-- Opening Marker --

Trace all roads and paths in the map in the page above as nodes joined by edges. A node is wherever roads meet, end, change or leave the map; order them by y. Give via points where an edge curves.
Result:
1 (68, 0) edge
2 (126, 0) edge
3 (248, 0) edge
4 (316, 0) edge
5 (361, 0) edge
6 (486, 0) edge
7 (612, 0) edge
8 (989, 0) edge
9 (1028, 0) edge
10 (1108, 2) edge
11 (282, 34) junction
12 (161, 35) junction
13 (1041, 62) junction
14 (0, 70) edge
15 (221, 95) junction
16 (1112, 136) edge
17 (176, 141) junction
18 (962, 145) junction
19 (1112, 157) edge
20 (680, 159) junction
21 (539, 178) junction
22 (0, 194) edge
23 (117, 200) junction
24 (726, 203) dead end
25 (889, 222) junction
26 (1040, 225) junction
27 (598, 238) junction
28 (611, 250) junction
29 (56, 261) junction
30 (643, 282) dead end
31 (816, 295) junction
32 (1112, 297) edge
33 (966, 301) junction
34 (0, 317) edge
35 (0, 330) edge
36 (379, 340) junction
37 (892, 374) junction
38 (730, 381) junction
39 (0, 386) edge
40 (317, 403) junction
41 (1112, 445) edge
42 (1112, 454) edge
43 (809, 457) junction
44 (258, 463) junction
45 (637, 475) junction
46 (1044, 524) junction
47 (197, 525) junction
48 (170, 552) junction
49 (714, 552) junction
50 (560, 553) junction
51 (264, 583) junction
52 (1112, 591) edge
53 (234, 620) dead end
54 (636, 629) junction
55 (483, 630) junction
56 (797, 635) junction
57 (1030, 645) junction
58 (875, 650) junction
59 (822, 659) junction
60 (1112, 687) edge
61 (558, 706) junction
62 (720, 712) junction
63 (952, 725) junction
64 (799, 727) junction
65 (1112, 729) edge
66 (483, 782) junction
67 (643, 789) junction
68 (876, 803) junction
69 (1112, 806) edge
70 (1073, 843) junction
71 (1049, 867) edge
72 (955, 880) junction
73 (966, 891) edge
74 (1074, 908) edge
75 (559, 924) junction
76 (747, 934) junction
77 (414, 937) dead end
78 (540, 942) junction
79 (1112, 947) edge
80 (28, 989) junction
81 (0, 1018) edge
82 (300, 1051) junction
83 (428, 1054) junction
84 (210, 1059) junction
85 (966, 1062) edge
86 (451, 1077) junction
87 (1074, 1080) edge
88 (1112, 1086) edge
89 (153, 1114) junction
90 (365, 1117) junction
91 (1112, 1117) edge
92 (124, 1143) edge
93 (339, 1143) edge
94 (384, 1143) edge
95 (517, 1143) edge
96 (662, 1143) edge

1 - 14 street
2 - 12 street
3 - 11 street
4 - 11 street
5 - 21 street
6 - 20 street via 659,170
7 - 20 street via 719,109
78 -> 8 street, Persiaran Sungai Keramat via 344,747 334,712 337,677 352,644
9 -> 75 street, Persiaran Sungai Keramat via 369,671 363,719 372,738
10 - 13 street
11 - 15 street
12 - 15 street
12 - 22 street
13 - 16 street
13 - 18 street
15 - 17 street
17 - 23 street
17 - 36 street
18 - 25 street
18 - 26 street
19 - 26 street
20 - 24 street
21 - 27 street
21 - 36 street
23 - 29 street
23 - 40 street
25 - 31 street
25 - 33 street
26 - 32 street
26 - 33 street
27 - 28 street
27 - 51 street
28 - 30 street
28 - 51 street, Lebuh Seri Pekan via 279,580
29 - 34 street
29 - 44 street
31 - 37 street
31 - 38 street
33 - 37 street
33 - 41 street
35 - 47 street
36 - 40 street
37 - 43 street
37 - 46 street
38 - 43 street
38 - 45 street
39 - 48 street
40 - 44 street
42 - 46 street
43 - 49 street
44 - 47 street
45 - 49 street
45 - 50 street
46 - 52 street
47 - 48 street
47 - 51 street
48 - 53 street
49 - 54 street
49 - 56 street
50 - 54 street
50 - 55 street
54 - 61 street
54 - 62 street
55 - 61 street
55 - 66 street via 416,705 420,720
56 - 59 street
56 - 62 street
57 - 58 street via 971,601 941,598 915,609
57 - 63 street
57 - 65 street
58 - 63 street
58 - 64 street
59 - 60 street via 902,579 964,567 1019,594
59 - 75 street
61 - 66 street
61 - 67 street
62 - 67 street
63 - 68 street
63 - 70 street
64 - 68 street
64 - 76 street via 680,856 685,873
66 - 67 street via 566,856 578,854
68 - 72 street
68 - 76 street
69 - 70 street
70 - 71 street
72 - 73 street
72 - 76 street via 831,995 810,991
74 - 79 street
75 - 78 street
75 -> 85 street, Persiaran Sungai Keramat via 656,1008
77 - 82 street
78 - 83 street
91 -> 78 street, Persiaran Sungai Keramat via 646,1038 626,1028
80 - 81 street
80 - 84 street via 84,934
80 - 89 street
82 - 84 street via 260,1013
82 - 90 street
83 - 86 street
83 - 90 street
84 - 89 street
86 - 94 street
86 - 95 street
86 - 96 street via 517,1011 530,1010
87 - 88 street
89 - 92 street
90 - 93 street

-- Closing Marker --

REQUIRED ACTION: Whenever the word "dead" appears in a line above, copy that line.

ANSWER TO THIS PROBLEM:
24 (726, 203) dead end
30 (643, 282) dead end
53 (234, 620) dead end
77 (414, 937) dead end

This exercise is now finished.